Items from a dataset:
..............................
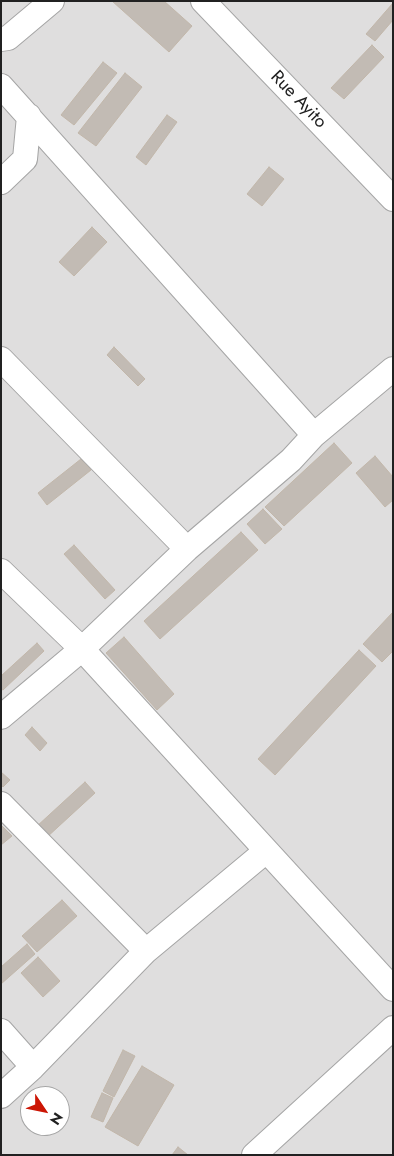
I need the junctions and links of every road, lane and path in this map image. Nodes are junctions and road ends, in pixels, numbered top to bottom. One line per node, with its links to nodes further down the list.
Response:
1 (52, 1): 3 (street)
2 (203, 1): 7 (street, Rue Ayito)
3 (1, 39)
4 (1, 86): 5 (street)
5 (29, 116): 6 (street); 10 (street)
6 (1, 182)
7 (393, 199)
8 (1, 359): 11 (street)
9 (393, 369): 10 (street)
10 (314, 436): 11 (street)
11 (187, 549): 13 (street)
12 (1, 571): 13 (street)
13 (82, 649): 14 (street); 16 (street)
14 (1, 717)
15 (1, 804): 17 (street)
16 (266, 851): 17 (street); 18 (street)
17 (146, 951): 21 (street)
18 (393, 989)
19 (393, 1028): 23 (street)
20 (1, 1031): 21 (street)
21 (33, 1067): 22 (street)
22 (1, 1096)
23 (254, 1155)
..............................
**TASK OBJECTIVE:**
Please print the data above once more, exactly and without images.

**SOLVED EXERCISE:**
I need the junctions and links of every road, lane and path in this map image. Nodes are junctions and road ends, in pixels, numbered top to bottom. One line per node, with its links to nodes further down the list.
Response:
1 (52, 1): 3 (street)
2 (203, 1): 7 (street, Rue Ayito)
3 (1, 39)
4 (1, 86): 5 (street)
5 (29, 116): 6 (street); 10 (street)
6 (1, 182)
7 (393, 199)
8 (1, 359): 11 (street)
9 (393, 369): 10 (street)
10 (314, 436): 11 (street)
11 (187, 549): 13 (street)
12 (1, 571): 13 (street)
13 (82, 649): 14 (street); 16 (street)
14 (1, 717)
15 (1, 804): 17 (street)
16 (266, 851): 17 (street); 18 (street)
17 (146, 951): 21 (street)
18 (393, 989)
19 (393, 1028): 23 (street)
20 (1, 1031): 21 (street)
21 (33, 1067): 22 (street)
22 (1, 1096)
23 (254, 1155)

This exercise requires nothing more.